Da saßest Du nun, armer Dicks, wie angeschraubt an den unausstehlichen Wachstuchtisch, einen Topf voll Tinte vor Dir, groß genug, um die Unwissenheit eines ganzen Goldgräberlagers darin zu ersäufen, die widerspenstigste aller Federn in der Hand, und beschworst mit den geheimnißvoll klingenden Silben Ba, Be, Bi, Bo, Bu, die zu Hunderten der Feder entflossen, die Bildung herauf. Das gardinenlose, von grauem Staub angehauchte Fenster schaute auf die schwarze Wand einer Fabrik. Wie öde – wie traurig das Alles – ein wahres Gefängniß! Da gedachtest Du wohl Deiner kalifornischen Berge und Deiner unbeschränkten Freiheit, die so weit reichte, als die Landstraßen laufen wollten – Nachtlager, so viel Büsche es gab in den Vereinigten Staaten, und zu essen und zu trinken, so lange noch die Faust heil war! Und keine Lehren und Nörgeleien! Wehe Dem, der einem Dicks Trutz aus Nirgendwo etwas zu sagen wagte!

Oft fiel ihn eine Wuth an, als müsse er aufspringen, Feder und Bildung in die Ecke werfen und sich davon machen.
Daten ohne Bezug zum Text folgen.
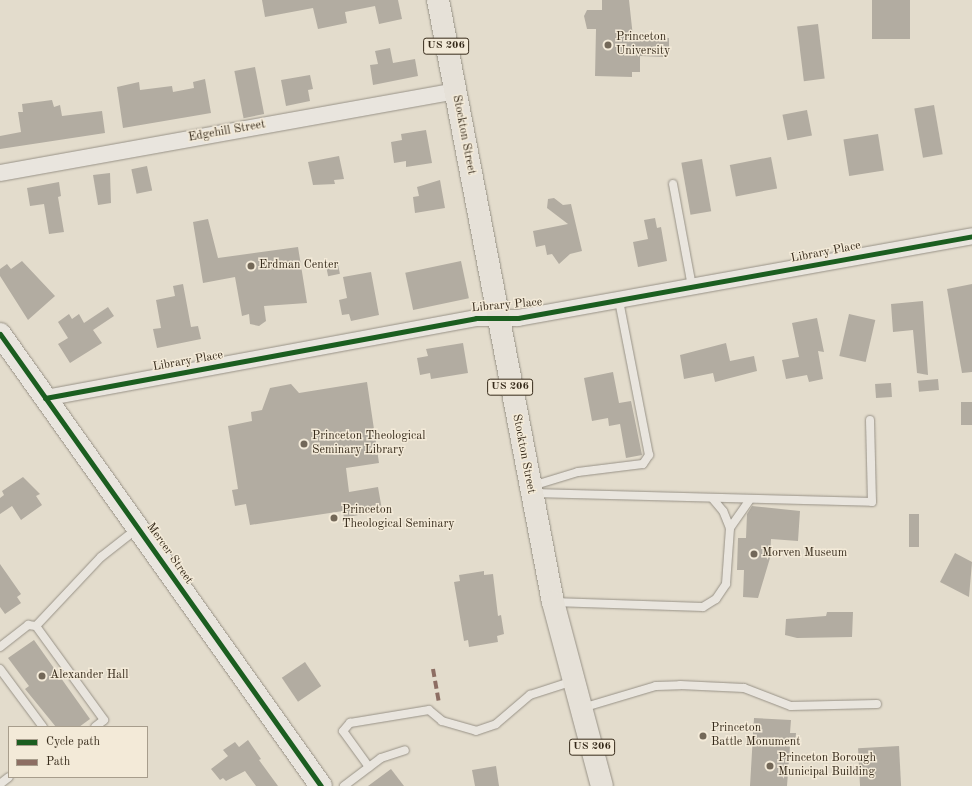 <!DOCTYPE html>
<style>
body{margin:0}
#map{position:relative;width:972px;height:786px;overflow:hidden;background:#e3dccc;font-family:"Old Standard TT",serif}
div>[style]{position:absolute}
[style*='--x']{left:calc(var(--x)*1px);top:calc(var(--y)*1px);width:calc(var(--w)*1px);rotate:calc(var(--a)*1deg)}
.building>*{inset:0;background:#b2aca1;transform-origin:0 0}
.roads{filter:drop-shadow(0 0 1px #989287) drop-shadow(0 0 1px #989287)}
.lane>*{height:8px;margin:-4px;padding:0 4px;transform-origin:4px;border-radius:4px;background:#e9e5de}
.street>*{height:16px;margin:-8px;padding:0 8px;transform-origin:8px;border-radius:8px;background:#e9e5de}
.secondary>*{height:22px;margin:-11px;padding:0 11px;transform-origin:11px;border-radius:11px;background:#e9e5de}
.highway>*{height:22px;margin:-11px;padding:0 11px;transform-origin:11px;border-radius:11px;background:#e6e1d8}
.quiet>*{height:4px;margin-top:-2px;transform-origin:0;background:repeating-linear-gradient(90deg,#8d6e63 0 8px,transparent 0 12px)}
.cycleway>*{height:5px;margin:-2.5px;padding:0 2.5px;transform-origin:2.5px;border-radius:2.5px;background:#1b5e20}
.dots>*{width:11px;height:11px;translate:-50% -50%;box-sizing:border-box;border:2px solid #f3ead8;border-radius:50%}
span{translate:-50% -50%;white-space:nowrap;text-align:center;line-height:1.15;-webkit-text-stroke:3px #f3ead8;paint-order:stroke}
.shield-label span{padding:1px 3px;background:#f3ead8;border:1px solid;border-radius:3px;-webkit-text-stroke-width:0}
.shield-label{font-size:11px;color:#362a1a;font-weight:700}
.poi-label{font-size:12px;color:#362a1a}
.left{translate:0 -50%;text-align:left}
.street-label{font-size:12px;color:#362a1a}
.legend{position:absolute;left:8px;top:726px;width:140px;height:52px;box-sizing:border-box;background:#f3ead8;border:1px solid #a79d8c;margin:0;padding:5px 7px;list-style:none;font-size:12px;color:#362a1a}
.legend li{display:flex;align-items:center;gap:8px;height:20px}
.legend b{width:20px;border:1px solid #a79d8c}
</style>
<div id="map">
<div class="building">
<div style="clip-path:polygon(262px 0,398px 0,402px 19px,379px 24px,375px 6px,345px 12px,347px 23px,318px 29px,313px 8px,265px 17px)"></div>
<div style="clip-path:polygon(602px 0,629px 0,633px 37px,669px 38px,669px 51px,665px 51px,665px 57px,640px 56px,640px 72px,632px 72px,632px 77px,595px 76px,596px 29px,587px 29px,584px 16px,587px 10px,602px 10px)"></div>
<div style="left:872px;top:0;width:38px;height:39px"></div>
<div style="left:818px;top:24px;width:55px;height:21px;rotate:83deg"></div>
<div style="clip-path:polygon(390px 48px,393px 63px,415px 59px,418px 76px,373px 85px,370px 65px,378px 64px,375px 51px)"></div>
<div style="left:255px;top:67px;width:48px;height:21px;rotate:79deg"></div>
<div style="clip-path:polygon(310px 75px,313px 89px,308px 90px,310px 101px,286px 106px,281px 80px)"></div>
<div style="clip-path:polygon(205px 79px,211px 113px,123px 128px,117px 87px,139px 82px,140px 90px,172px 86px,173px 92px,194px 88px,193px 82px)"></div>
<div style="clip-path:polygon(52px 100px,54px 107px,60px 105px,62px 116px,102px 111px,105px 133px,0 149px,0 136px,21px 132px,18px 112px,23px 112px,22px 104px)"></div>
<div style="left:934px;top:105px;width:50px;height:20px;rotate:80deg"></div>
<div style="left:807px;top:110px;width:26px;height:25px;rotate:79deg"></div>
<div style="clip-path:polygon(426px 130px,432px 163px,406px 167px,406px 161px,394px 163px,391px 142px,402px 140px,401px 134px)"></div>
<div style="left:878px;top:134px;width:37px;height:35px;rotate:81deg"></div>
<div style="clip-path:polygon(339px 156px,344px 179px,334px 180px,335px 184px,313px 185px,308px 162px)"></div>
<div style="left:771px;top:157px;width:32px;height:42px;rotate:79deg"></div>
<div style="left:702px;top:159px;width:53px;height:21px;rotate:80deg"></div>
<div style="left:147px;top:166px;width:25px;height:16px;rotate:78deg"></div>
<div style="clip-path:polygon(110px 173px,111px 203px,98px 205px,93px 175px)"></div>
<div style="clip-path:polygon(440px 180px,445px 208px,415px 213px,413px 197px,419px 196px,417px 187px)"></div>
<div style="clip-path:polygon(59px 182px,61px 196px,58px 197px,64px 232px,49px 234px,44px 204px,30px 206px,27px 188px)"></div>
<div style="clip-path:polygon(554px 198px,563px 205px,571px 204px,582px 251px,570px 254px,559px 264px,552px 254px,547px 255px,545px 245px,536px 247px,533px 231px,568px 224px,547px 208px,548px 199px)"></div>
<div style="clip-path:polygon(655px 218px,657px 228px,661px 227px,667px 261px,638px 267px,633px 242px,648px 239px,644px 220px)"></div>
<div style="clip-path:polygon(208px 219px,218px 258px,298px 247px,307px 303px,264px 306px,266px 321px,259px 326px,250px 324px,249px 314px,242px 316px,235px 277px,203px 283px,193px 222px)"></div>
<div style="left:337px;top:260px;width:14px;height:12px;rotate:78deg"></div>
<div style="clip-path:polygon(22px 261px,55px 296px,28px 320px,0 276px,0 269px,7px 264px,11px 269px)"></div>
<div style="left:461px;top:261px;width:38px;height:57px;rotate:78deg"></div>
<div style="clip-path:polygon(371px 272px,379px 315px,351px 321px,349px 314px,342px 315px,339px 300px,347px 298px,343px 277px)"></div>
<div style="clip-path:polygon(183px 284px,191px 327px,198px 326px,201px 339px,157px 348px,153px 329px,161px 328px,156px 300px,175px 296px,173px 286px)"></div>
<div style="clip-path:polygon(972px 284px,972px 372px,962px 373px,947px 289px)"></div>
<div style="clip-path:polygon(923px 301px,928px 375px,917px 373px,913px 330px,893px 332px,891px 304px)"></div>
<div style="clip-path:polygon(108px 307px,114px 316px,93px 330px,102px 343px,70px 363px,58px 344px,68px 338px,58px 322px,69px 314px,72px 319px,79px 314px,84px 323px)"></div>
<div style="left:849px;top:314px;width:27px;height:43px;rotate:13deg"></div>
<div style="clip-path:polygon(817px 318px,824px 352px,818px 351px,823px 379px,809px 382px,807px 375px,786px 379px,782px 360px,799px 357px,792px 323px)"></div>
<div style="clip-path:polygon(463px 343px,468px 373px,431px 379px,430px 373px,420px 375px,417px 358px,428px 356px,426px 349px)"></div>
<div style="clip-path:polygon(726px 343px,730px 361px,754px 356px,757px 371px,715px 382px,713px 373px,684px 379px,680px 355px)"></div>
<div style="clip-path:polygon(613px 372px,619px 403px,631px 401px,642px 455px,626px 458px,620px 424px,609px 426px,608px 418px,592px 421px,584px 378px)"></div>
<div style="left:938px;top:379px;width:11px;height:20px;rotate:85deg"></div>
<div style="clip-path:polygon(367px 382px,379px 463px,346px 468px,349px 492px,378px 487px,382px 510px,344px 518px,343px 511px,250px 525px,246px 504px,235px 506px,232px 490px,238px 489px,228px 426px,252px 421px,251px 412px,262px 410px,270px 388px,291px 384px,299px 393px)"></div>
<div style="left:891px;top:383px;width:14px;height:16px;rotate:86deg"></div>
<div style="left:961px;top:402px;width:11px;height:23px"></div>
<div style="clip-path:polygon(23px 477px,40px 494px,36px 496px,42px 505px,21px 520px,12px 506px,0 514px,0 498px,4px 495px,2px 491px)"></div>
<div style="clip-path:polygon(752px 506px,800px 511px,798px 541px,771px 539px,770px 558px,758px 598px,743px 597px,744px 570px,737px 570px,738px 538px,746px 538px,747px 514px)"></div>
<div style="left:909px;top:514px;width:10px;height:33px"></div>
<div style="clip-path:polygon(955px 553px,972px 562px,969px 597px,940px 582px)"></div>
<div style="clip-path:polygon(0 564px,21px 594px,17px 597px,21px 603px,5px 614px,0 607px)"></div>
<div style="clip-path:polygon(484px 571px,484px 575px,493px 574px,498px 616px,501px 615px,504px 634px,497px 636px,498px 642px,469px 647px,468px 640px,464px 641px,454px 582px,460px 581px,459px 575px)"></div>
<div style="clip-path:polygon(827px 612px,853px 612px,852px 637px,797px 638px,785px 635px,786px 619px,826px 616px)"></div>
<div style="clip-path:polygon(34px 640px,90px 719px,79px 727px,56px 727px,25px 689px,29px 686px,8px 658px)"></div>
<div style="left:305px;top:662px;width:29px;height:28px;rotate:56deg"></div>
<div style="clip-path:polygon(754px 718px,791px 720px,790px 733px,796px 733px,795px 746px,790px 746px,787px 786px,750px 786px)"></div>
<div style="clip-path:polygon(248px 740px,261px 759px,259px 760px,278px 786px,256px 786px,245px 771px,226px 781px,223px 778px,220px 780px,211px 769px,228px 756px,223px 750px,235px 742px,239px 747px)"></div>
<div style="left:899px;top:746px;width:40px;height:41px;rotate:87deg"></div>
<div style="clip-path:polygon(496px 766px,499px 786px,475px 786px,472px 770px)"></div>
<div style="clip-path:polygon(391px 769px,404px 786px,368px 786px)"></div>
</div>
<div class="roads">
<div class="lane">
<div style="--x:673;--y:184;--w:105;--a:79.5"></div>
<div style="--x:532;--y:486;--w:48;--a:-16.9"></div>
<div style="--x:578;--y:472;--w:65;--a:-7"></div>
<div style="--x:643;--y:464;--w:11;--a:-56"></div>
<div style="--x:649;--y:455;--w:158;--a:-101"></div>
<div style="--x:533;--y:493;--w:339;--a:1.5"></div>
<div style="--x:872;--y:502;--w:82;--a:-91.4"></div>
<div style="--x:730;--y:528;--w:33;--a:-55"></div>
<div style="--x:553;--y:602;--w:150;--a:1.9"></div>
<div style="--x:703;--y:607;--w:15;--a:-32"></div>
<div style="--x:716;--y:599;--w:18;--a:-56"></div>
<div style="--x:726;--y:584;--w:56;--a:-85.9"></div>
<div style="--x:730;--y:528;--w:18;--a:-112"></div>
<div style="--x:723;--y:511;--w:16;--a:-130"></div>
<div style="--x:36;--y:626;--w:95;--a:-46.7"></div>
<div style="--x:101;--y:557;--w:47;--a:-38.1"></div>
<div style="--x:0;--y:647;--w:36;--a:-38"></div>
<div style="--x:28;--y:625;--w:8;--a:7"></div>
<div style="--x:36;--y:626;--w:116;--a:54.1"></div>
<div style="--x:104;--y:720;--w:11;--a:142"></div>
<div style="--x:0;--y:669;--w:72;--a:53.4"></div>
<div style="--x:582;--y:708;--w:77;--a:-16.6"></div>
<div style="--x:656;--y:686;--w:24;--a:-2"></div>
<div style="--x:680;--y:685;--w:64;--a:2.7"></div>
<div style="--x:744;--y:688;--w:50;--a:21"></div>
<div style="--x:791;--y:706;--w:86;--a:-1.3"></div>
<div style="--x:369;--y:767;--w:44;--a:-125.8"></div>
<div style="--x:343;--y:731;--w:11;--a:-49"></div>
<div style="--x:350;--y:723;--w:80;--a:-9.3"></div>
<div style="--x:429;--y:710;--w:17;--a:40"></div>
<div style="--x:442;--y:721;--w:35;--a:16"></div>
<div style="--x:476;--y:731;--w:21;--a:-19"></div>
<div style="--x:496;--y:724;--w:45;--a:-40.5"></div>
<div style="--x:530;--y:695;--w:45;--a:-18"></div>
<div style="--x:0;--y:784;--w:11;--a:-38"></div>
<div style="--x:344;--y:786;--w:46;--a:-37.1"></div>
<div style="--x:381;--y:758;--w:25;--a:-18"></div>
</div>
<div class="street">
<div style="--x:0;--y:173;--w:462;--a:-10.2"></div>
<div style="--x:45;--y:398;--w:438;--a:-10.5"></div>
<div style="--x:476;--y:318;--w:42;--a:0"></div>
<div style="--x:518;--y:318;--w:461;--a:-10.2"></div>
</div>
<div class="secondary">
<div style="--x:0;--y:334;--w:554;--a:54.62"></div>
</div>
<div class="highway">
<div style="--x:438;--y:0;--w:613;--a:79.19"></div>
<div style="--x:553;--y:602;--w:190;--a:75.1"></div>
</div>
</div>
<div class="quiet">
<div style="--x:433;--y:669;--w:34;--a:80"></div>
</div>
<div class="cycleway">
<div style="--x:0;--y:334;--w:554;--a:54.62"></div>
<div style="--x:45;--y:398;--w:438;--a:-10.5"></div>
<div style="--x:476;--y:318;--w:42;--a:0"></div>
<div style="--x:518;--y:318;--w:461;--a:-10.2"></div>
</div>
<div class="dots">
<div style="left:608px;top:45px;background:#736858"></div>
<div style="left:251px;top:266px;background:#736858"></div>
<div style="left:304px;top:444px;background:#736858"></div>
<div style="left:334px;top:518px;background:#736858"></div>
<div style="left:754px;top:554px;background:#736858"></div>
<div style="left:42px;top:676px;background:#736858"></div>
<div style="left:703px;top:736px;background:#736858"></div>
<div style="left:770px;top:766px;background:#736858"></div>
</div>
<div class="shield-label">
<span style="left:446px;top:46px">US 206</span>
<span style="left:510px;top:387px">US 206</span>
<span style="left:592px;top:747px">US 206</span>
</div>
<div class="poi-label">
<span class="left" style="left:616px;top:45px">Princeton<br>University</span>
<span class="left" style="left:259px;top:266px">Erdman Center</span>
<span class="left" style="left:312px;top:444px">Princeton Theological<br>Seminary Library</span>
<span class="left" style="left:342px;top:518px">Princeton<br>Theological Seminary</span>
<span class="left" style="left:762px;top:554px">Morven Museum</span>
<span class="left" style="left:50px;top:676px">Alexander Hall</span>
<span class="left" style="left:711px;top:736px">Princeton<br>Battle Monument</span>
<span class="left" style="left:778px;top:766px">Princeton Borough<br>Municipal Building</span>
</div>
<div class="street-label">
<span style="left:227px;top:132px;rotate:-10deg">Edgehill Street</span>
<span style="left:463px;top:135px;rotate:79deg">Stockton Street</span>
<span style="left:826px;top:253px;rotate:-11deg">Library Place</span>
<span style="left:507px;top:306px;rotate:-5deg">Library Place</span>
<span style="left:188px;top:362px;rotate:-10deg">Library Place</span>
<span style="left:523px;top:454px;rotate:79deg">Stockton Street</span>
<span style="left:169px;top:554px;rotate:55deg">Mercer Street</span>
</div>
<ul class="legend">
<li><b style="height:5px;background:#1b5e20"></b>Cycle path</li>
<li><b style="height:5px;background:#8d6e63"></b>Path</li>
</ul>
</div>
Aber er bezwang sich immer wieder, es war eine Art von Neugier in ihm, zu sehen, wohin das Alles führe, und außerdem – die reizenden Tanten hatten es ihm doch sehr angethan. Besonders das Lachen von einem gewissen Lippenpaar – armer Dicks, sollte Dein naives Herz wirklich in Gefahr sein, dem Banne einer Leidenschaft zu verfallen, die Lolo heißt?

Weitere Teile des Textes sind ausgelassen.